(Beginning of DATA FOR PROCESSING)
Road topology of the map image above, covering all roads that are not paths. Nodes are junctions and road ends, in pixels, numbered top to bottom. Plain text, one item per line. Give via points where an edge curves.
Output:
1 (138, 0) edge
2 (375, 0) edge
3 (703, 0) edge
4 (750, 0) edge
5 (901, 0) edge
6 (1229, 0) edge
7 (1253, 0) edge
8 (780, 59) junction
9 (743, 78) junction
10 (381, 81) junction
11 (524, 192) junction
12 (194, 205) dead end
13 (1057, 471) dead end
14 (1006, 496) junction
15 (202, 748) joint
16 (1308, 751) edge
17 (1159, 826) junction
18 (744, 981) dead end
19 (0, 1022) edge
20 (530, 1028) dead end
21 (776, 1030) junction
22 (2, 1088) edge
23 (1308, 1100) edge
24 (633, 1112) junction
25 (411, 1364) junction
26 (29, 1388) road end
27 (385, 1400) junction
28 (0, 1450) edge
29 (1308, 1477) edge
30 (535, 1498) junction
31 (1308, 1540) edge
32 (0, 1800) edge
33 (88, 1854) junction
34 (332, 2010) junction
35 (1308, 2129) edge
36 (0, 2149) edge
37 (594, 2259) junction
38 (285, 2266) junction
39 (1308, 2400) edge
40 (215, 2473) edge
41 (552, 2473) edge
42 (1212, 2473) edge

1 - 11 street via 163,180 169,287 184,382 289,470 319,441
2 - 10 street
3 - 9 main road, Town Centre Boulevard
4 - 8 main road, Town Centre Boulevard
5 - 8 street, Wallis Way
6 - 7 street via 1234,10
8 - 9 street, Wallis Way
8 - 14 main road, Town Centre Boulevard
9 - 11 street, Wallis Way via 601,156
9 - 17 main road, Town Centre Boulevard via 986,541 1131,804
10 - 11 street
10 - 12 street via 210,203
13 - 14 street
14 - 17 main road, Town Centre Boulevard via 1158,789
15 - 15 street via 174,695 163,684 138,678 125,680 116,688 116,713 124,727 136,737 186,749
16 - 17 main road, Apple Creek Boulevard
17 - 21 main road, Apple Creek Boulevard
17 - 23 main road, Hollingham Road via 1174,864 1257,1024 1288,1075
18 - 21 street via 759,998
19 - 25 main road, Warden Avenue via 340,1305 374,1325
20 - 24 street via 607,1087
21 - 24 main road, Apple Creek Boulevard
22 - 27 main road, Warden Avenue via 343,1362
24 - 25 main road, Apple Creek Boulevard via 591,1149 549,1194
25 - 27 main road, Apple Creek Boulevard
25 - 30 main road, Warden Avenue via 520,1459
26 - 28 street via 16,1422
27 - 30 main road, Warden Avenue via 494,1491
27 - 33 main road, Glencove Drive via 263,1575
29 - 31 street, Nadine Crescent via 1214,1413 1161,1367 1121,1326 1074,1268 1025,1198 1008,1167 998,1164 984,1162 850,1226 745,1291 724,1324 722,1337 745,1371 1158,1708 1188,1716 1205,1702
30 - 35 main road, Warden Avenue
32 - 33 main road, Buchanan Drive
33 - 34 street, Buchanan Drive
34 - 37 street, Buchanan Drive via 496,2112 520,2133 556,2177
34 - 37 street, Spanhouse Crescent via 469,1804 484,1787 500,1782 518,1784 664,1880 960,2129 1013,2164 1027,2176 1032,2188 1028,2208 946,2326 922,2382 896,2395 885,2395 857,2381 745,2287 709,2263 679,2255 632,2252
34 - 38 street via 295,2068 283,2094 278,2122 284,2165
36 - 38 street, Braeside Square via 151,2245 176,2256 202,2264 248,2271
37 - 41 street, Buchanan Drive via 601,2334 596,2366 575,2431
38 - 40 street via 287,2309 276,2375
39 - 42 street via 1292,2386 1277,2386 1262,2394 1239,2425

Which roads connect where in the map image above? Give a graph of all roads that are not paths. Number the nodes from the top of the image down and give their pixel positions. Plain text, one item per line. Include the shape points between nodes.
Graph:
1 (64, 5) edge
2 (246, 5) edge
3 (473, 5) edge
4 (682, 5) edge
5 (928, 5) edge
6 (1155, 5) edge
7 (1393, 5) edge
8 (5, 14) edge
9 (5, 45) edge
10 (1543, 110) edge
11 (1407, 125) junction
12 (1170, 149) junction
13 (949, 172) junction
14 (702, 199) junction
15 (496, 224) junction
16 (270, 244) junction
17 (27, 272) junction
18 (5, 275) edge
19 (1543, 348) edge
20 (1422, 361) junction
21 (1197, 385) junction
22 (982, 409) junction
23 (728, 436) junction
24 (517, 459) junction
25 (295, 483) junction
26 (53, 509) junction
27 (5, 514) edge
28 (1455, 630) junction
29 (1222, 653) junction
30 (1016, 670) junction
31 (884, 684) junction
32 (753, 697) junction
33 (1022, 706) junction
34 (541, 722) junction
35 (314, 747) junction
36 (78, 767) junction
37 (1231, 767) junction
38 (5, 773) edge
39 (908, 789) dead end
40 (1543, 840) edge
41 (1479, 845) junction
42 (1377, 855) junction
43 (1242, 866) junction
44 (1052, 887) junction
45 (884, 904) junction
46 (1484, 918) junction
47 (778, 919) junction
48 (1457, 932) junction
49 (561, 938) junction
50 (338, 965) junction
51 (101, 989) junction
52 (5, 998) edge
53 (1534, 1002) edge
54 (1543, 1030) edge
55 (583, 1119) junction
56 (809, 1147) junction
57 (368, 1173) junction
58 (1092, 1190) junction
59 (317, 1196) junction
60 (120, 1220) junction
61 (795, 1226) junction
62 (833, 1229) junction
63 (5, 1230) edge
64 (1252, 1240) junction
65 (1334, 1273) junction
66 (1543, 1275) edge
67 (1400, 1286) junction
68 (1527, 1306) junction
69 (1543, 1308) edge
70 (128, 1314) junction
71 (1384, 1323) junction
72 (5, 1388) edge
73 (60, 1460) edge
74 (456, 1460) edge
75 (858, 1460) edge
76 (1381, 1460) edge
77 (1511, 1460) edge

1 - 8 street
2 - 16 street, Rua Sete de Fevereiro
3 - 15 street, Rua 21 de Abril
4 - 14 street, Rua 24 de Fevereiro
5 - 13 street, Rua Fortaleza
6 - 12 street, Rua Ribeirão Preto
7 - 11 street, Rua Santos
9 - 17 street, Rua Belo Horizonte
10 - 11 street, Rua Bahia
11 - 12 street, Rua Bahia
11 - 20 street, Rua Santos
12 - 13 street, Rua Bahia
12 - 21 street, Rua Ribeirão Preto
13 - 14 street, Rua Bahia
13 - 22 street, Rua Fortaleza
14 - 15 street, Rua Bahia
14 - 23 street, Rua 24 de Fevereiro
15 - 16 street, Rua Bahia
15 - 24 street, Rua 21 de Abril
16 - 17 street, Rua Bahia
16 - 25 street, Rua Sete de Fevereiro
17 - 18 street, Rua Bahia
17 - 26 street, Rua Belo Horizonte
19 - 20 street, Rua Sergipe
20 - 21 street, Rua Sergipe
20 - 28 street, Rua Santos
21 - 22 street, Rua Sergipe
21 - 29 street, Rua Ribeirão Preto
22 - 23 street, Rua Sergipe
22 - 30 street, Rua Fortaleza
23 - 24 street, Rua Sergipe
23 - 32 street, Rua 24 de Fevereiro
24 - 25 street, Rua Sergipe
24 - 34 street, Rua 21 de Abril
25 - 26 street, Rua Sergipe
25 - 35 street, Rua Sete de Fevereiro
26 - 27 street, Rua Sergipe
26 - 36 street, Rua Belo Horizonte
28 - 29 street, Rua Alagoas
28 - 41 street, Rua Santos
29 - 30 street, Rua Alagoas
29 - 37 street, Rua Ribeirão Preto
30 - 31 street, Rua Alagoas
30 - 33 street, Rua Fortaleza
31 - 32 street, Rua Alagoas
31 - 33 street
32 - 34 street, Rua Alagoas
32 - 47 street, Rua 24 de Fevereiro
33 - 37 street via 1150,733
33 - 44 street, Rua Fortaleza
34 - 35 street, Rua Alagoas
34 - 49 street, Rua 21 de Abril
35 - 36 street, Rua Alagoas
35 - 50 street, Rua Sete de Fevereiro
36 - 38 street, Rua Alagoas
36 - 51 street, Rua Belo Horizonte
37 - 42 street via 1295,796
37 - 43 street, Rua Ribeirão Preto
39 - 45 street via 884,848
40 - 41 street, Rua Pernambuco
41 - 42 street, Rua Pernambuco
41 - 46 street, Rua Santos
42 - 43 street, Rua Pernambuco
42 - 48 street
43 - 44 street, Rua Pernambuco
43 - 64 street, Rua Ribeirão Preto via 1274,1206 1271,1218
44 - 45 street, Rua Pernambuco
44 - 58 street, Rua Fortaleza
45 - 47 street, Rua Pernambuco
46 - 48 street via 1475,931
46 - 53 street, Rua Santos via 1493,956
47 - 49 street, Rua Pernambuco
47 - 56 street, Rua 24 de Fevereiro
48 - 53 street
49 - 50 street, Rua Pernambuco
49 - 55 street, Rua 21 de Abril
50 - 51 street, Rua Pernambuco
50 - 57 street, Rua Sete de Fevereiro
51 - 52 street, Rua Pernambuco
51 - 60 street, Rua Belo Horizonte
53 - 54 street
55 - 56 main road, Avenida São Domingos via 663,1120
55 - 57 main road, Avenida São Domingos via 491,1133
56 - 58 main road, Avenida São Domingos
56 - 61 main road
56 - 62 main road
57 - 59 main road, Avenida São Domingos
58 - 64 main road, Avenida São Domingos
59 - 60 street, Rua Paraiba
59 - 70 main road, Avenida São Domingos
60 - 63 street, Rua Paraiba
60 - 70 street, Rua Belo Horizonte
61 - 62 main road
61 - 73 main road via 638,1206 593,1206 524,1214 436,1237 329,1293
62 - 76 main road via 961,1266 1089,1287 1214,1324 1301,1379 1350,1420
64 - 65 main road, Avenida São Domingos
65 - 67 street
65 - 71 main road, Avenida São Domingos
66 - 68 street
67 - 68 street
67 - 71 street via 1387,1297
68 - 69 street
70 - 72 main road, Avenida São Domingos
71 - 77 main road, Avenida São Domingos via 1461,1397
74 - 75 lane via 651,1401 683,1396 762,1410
(End of DATA FOR PROCESSING)
→ **WHAT THE EXERCISE ASKS**
For every line in the listing above that contains "Creek", copy that line.

→ **ANSWER TO THE PROBLEM**
16 - 17 main road, Apple Creek Boulevard
17 - 21 main road, Apple Creek Boulevard
21 - 24 main road, Apple Creek Boulevard
24 - 25 main road, Apple Creek Boulevard via 591,1149 549,1194
25 - 27 main road, Apple Creek Boulevard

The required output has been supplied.